__Exercise__: Repeat exactly every line that comes at or after the line containing "pinky tip: (1086, 1084)", through the end of the entries below.

__Input records__:

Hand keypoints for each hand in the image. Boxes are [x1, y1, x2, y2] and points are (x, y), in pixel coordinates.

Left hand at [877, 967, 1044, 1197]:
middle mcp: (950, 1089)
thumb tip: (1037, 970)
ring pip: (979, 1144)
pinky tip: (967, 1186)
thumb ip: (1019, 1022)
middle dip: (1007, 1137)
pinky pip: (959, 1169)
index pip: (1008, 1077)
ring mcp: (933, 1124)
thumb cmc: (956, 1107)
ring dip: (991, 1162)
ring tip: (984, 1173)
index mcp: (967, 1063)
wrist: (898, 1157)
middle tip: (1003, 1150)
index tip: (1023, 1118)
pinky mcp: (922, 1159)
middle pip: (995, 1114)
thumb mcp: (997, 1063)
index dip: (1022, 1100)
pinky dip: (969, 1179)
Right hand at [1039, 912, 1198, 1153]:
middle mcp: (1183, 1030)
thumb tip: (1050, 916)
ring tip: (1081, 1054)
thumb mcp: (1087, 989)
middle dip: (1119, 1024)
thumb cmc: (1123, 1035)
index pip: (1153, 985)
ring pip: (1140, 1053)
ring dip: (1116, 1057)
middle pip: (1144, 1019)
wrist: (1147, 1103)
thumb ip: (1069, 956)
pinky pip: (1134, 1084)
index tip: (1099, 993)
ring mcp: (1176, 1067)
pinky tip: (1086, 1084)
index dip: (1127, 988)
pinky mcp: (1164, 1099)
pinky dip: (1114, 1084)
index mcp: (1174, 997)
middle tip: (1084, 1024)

__Problem solution__:
pinky tip: (1086, 1084)
index dip: (1127, 988)
pinky mcp: (1164, 1099)
pinky dip: (1114, 1084)
index mcp: (1174, 997)
middle tip: (1084, 1024)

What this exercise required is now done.